Here's a video i took of Bailee singing his little heart out. A couple of times he tried to do the bit of the Harry Potter theme we've been teaching him, but he got all muddled up. He's good at pop goes the weasel though as you'll see. 
http://www.youtube.com/watch?v=h5g1ODBfU_0


----------



## BUUZBEE (Jul 30, 2007)

OMG hes such a little character!!! i love the pop goes the weasel! Are they natural whistlers, or do you have to teach him it by repetition? does he pick it up quickly?


----------



## Laura (Jul 30, 2007)

Wow thats great...lol I can't wait till Ollie starts singing.


----------



## Bea (Jul 26, 2007)

BUUZBEE said:


> OMG hes such a little character!!! i love the pop goes the weasel! Are they natural whistlers, or do you have to teach him it by repetition? does he pick it up quickly?
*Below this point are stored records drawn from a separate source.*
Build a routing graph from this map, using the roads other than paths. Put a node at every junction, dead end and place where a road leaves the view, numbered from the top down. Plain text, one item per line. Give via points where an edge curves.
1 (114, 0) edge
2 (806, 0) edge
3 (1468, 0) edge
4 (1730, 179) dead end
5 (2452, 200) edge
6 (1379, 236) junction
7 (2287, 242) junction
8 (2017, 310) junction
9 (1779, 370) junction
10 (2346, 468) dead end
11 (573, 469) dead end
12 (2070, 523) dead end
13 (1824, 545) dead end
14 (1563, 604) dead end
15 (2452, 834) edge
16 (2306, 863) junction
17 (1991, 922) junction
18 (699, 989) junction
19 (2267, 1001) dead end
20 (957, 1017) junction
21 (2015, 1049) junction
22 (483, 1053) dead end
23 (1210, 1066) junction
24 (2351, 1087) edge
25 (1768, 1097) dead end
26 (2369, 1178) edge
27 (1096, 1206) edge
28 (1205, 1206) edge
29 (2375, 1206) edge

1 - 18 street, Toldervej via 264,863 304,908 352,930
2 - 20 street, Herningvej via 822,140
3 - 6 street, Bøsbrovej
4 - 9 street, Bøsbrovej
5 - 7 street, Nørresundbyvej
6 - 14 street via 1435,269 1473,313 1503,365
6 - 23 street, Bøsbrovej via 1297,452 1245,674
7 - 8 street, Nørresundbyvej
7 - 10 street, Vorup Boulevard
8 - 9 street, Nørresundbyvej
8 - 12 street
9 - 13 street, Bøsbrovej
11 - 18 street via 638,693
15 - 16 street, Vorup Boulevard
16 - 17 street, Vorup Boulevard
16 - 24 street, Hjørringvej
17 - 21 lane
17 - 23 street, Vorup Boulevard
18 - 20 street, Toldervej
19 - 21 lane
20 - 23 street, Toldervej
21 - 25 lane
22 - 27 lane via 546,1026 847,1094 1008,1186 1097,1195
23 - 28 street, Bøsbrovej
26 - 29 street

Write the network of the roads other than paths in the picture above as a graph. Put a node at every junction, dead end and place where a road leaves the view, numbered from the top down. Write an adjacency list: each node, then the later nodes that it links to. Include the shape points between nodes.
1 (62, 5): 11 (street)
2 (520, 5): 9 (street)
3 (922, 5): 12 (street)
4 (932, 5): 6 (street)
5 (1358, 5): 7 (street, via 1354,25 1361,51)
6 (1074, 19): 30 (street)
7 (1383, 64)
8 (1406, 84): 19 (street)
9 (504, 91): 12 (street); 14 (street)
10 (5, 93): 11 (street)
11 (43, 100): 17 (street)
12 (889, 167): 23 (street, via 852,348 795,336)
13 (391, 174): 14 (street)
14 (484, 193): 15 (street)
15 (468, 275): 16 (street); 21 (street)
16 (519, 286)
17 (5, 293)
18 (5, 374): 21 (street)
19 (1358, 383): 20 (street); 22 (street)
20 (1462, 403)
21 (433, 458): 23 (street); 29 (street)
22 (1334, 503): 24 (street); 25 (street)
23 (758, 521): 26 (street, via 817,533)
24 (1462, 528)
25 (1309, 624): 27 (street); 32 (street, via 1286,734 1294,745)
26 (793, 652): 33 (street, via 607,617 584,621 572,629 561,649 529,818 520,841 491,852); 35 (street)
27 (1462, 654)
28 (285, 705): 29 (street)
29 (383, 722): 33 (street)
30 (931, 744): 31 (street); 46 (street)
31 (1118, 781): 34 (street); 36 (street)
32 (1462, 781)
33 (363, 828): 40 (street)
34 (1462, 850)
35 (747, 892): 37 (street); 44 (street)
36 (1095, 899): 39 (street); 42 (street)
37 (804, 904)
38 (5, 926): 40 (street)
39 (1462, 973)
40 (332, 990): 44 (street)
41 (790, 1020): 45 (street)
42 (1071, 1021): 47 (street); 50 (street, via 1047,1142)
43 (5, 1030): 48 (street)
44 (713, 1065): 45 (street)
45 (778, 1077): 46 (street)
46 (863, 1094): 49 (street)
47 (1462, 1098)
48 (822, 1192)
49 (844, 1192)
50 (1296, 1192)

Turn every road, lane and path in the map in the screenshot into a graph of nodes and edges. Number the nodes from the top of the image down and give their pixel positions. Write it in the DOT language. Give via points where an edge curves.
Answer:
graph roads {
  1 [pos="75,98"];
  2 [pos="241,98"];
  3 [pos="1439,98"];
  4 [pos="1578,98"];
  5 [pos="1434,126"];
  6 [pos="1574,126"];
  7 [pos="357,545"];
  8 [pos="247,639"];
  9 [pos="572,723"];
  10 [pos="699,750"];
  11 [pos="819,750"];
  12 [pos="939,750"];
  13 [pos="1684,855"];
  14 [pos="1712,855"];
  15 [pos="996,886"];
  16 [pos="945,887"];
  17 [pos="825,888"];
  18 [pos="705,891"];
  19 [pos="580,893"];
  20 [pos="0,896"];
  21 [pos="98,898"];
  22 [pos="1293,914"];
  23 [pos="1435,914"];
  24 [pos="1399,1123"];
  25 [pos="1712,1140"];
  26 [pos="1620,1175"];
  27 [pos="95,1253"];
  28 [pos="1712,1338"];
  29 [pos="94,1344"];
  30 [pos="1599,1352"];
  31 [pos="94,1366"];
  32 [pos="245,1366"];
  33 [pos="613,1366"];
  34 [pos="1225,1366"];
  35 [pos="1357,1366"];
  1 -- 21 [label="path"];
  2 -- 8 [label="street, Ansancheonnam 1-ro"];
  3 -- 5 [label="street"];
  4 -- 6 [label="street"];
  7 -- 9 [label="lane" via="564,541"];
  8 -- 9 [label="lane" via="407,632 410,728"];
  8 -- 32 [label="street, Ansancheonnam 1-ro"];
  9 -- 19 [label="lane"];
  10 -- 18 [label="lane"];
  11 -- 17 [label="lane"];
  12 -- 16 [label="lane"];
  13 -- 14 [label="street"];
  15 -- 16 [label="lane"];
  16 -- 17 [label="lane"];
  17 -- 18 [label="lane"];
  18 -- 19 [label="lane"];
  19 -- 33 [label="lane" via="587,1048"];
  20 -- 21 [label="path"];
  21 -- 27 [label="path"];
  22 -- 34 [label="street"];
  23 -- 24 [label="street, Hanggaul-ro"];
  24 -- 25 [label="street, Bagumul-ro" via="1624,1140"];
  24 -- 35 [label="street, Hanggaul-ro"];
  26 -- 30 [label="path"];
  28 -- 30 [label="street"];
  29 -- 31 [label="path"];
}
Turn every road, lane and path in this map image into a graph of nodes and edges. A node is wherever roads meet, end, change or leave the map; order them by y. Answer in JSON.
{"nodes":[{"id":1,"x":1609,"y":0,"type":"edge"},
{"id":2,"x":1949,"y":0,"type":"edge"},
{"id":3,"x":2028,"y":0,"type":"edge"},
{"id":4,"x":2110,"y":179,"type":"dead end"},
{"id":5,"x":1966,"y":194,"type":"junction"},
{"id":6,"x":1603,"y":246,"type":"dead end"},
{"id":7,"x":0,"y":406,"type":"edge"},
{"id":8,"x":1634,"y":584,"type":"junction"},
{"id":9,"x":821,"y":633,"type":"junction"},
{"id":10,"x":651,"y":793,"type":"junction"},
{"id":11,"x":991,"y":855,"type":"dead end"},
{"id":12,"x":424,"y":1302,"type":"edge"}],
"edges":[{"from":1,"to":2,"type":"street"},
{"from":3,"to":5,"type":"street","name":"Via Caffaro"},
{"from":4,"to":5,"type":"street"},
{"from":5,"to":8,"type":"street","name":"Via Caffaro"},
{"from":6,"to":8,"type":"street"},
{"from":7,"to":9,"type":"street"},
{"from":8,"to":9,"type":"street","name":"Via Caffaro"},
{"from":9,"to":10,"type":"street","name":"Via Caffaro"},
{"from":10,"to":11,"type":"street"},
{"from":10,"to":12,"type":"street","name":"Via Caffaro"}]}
He naturally chatters and i'm sure that if not taught anything he would whistle cockatiel tunes.  But my brother and I have taught him the tunes and wolf whistles through repetition. It took him a few weeks to learn to wolf whistle and with each new whistle he gets faster and faster to pick it up.  It's taking longer for him to get Harry Potter because it's a longer whistle (even just the first part we're teaching him) and only my brother can whistle it (i'm so lame at whistling). So he doesn't hear it as much as he heard his other whistles.


----------



## Riebie (Jul 29, 2007)

WOW he is amazing!! So clever!! and oh so CUTE!!!


----------



## birdieness (Jul 28, 2007)

Aww he is doing good. i could be at the computer and hear hugs going on and on and on and he sounds so happy. But if you walk into the room it stops. He loves hanging out on the window and singing to the outside birdies.


----------



## Sophia (Aug 11, 2007)

wow that's alot of singing


----------